What the figure shows

All eight panels are drawn on the same Lambert azimuthal equal-area map centred on 65°N, 15°E. The black dot marks the anchor pixel. Every panel shows the same conceptual operator — an ML kernel (3×3 quadrilateral or hexagonal 1-ring) — but the physical geography that operator covers depends entirely on the grid.

Top row — projection family (Tier 2). All four solve the count-bias problem from notebook 02 (lat-lon is included as the cautionary tier-1 baseline; the other three are equal-area projections). But every one of them distorts cell shape at 65°N:

  • Lat-lon 1°. East-west extent shrinks with latitude (1° lon at 65°N is 47 km, vs 111 km at the equator). Tall, narrow strip.

  • Behrmann. Equal area preserved by stretching N–S to compensate for E–W shrinkage. Cells are ~5× taller than wide at 65°N.
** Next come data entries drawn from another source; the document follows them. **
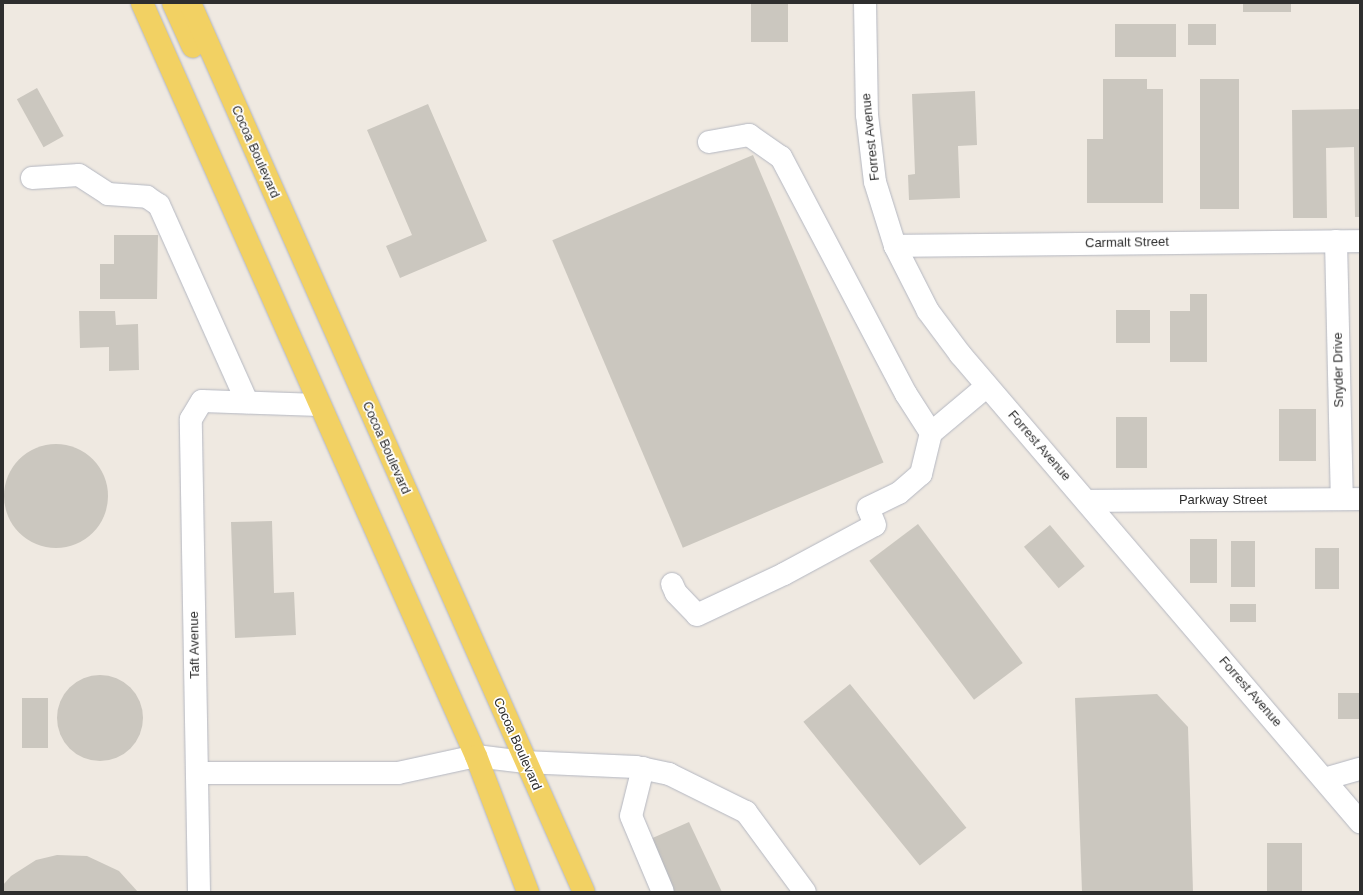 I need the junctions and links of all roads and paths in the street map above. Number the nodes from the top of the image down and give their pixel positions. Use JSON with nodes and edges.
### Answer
{"nodes":[{"id":1,"x":142,"y":3,"type":"edge"},
{"id":2,"x":173,"y":3,"type":"edge"},
{"id":3,"x":190,"y":3,"type":"edge"},
{"id":4,"x":865,"y":3,"type":"edge"},
{"id":5,"x":709,"y":142,"type":"dead end"},
{"id":6,"x":263,"y":169,"type":"junction"},
{"id":7,"x":32,"y":178,"type":"dead end"},
{"id":8,"x":1336,"y":241,"type":"junction"},
{"id":9,"x":1360,"y":241,"type":"edge"},
{"id":10,"x":895,"y":246,"type":"junction"},
{"id":11,"x":987,"y":386,"type":"junction"},
{"id":12,"x":248,"y":402,"type":"junction"},
{"id":13,"x":319,"y":405,"type":"junction"},
{"id":14,"x":931,"y":433,"type":"junction"},
{"id":15,"x":1351,"y":499,"type":"edge"},
{"id":16,"x":1086,"y":501,"type":"junction"},
{"id":17,"x":672,"y":584,"type":"dead end"},
{"id":18,"x":476,"y":756,"type":"junction"},
{"id":19,"x":524,"y":762,"type":"junction"},
{"id":20,"x":643,"y":768,"type":"junction"},
{"id":21,"x":1360,"y":769,"type":"edge"},
{"id":22,"x":197,"y":773,"type":"junction"},
{"id":23,"x":1324,"y":778,"type":"junction"},
{"id":24,"x":1360,"y":822,"type":"edge"},
{"id":25,"x":199,"y":892,"type":"edge"},
{"id":26,"x":528,"y":892,"type":"edge"},
{"id":27,"x":584,"y":892,"type":"edge"},
{"id":28,"x":663,"y":892,"type":"edge"},
{"id":29,"x":806,"y":892,"type":"edge"}],
"edges":[{"from":1,"to":13,"type":"main road"},
{"from":2,"to":6,"type":"main road"},
{"from":3,"to":6,"type":"main road","name":"Cocoa Boulevard"},
{"from":4,"to":10,"type":"street","name":"Forrest Avenue"},
{"from":5,"to":14,"type":"street"},
{"from":6,"to":19,"type":"main road","name":"Cocoa Boulevard"},
{"from":7,"to":12,"type":"street"},
{"from":8,"to":9,"type":"street","name":"Carmalt Street"},
{"from":8,"to":10,"type":"street","name":"Carmalt Street"},
{"from":8,"to":15,"type":"street","name":"Snyder Drive"},
{"from":10,"to":11,"type":"street","name":"Forrest Avenue"},
{"from":11,"to":14,"type":"street"},
{"from":11,"to":16,"type":"street","name":"Forrest Avenue"},
{"from":12,"to":13,"type":"street"},
{"from":12,"to":22,"type":"street","name":"Taft Avenue"},
{"from":13,"to":18,"type":"main road"},
{"from":14,"to":17,"type":"street"},
{"from":15,"to":16,"type":"street","name":"Parkway Street"},
{"from":16,"to":23,"type":"street","name":"Forrest Avenue"},
{"from":18,"to":19,"type":"street"},
{"from":18,"to":22,"type":"street"},
{"from":18,"to":26,"type":"main road"},
{"from":19,"to":20,"type":"street"},
{"from":19,"to":27,"type":"main road","name":"Cocoa Boulevard"},
{"from":20,"to":28,"type":"street"},
{"from":20,"to":29,"type":"street"},
{"from":21,"to":23,"type":"street"},
{"from":22,"to":25,"type":"street","name":"Taft Avenue"},
{"from":23,"to":24,"type":"street","name":"Forrest Avenue"}]}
  • Mollweide. Equal area preserved with smoother distortion than Behrmann, but cells still distort poleward.

  • EEA reference grid (LAEA Europe). Anchored at 52°N; at 65°N the distance from the projection centre introduces measurable shape warping. Every European country far from (52°N, 10°E) gets a slightly different cell shape.

Bottom row — DGGS family (Tier 3). Cells live directly on the sphere or ellipsoid. Every member of the family stays compact at 65°N:

  • HEALPix nside=64. Diamond cells, ~aspect 1.3.

  • H3 res 3. Hexagonal cells, ~aspect 1.0 (hexagons are isotropic).

  • rHEALPix res 4. Equal-area on WGS84 ellipsoid; quadrilateral cells from cube-face projection, ~aspect 1.2.

  • ISEA3H res 8. Hexagonal icosahedral DGGS, ~aspect 1.0.

The 3-tier takeaway. Equal-area is necessary (notebook 02 shows this for biodiversity counts; notebook 07 shows that every tier-2 and tier-3 grid passes the count test). But for AI-ready, multi-resolution, cloud-native workflows — climate-impact attribution, restoration monitoring, fine-resolution Copernicus×biodiversity stacks — equal-area is not enough. Cell shape must also be preserved across latitudes so that a CNN’s receptive field means the same geographic operator everywhere. That is the property the DGGS family has and the projection family does not. Choosing HEALPix specifically over H3 / rHEALPix / ISEA3H is then a question of hierarchical refinement, ellipsoid alignment, and ecosystem (notebook 06 and notebook 08 — coming next).